The immigration reform measure the Senate began debating yesterday would create a national biometric database of virtually every adult in the U.S., in what privacy groups fear could be the first step to a ubiquitous national identification system.
Buried in the more than 800 pages of the bipartisan legislation (.pdf) is language mandating the creation of the innocuously-named "photo tool," a massive federal database administered by the Department of Homeland Security and containing names, ages, Social Security numbers and photographs of everyone in the country with a driver's license or other state-issued photo ID.
Employers would be obliged to look up every new hire in the database to verify that they match their photo.
This piece of the Border Security, Economic Opportunity, and Immigration Modernization Act is aimed at curbing employment of undocumented immigrants. But privacy advocates fear the inevitable mission creep, ending with the proof of self being required at polling places, to rent a house, buy a gun, open a bank account, acquire credit, board a plane or even attend a sporting event or log on the internet. Think of it as a government version of Foursquare, with Big Brother cataloging every check-in.
OK, let's not get carried away. This database will never be used at polling places to check voter registration, because, and we all know this, voter ID is racist.
But all that other stuff? Yeah, it's totally gonna happen. Yesterday, CNN explained how it'll work.
Any citizen wanting to take a job would face the regulation that his or her digitized high-resolution passport or driver's license photo be collected and stored centrally in a Department of Homeland Security Citizenship and Immigration Services database.

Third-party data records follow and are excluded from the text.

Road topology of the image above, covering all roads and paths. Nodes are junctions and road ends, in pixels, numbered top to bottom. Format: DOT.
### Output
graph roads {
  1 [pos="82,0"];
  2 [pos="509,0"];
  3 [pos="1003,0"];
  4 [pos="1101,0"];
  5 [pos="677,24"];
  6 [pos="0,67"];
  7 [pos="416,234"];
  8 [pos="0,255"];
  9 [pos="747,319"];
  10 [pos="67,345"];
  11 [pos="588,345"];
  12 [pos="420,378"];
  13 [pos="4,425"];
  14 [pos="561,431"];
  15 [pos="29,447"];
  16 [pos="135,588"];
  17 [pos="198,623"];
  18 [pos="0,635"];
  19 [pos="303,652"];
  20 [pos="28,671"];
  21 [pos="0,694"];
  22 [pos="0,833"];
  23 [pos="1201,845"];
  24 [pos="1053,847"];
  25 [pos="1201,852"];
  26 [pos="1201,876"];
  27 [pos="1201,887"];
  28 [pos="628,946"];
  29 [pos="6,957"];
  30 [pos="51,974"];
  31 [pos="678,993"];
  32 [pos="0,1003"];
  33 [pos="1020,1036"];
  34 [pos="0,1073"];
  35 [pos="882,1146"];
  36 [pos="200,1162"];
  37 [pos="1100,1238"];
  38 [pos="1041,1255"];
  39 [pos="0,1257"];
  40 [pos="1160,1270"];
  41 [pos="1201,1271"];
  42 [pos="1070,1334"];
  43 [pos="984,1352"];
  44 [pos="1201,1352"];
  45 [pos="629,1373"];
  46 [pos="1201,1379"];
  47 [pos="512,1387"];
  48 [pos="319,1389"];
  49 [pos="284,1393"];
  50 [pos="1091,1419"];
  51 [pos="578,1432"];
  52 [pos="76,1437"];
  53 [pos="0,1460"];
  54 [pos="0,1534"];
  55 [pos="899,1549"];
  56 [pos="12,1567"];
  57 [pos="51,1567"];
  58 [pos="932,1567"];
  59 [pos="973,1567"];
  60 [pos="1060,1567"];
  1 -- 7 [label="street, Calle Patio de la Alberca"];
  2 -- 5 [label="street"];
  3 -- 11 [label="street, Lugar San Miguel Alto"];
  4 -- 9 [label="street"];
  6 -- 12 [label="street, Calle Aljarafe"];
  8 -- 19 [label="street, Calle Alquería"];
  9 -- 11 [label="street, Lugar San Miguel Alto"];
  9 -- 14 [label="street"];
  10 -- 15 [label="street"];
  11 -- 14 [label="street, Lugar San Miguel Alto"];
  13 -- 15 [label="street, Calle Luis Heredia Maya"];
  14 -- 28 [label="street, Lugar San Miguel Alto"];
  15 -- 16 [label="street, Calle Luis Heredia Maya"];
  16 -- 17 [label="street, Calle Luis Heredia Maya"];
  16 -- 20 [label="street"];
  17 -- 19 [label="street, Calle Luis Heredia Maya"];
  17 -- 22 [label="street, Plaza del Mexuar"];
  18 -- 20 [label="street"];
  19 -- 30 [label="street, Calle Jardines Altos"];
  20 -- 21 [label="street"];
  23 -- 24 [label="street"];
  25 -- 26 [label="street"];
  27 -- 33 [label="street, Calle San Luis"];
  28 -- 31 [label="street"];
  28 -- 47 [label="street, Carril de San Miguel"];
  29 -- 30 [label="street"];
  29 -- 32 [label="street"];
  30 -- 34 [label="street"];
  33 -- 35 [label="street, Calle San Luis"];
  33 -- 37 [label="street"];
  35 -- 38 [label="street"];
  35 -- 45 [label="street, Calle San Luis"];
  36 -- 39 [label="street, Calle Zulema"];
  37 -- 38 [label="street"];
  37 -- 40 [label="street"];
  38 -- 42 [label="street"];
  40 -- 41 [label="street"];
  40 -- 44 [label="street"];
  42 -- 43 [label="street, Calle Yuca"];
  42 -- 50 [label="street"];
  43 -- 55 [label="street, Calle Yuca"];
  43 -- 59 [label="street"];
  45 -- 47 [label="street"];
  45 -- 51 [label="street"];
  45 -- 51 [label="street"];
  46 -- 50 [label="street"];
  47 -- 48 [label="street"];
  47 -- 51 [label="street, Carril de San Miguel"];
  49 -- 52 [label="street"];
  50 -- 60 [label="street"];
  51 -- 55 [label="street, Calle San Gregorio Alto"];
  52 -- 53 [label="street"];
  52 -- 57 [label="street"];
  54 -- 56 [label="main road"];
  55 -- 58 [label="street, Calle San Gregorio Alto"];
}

The pictures in the national database would then need to be matched against the job applicant's government-issued "enhanced" ID card, using a Homeland Security-mandated facial-recognition "photo tool." Only when those systems worked perfectly could the new hire take the job.
Immigrant employees would probably have to get biometric (based on body measurements like fingerprint scans and digital images) worker ID cards. Social Security cards may soon become biometric as well. Any citizen or immigrant whose digital image in the Homeland Security databank did not match the one embedded in their government-issued ID would be without a job.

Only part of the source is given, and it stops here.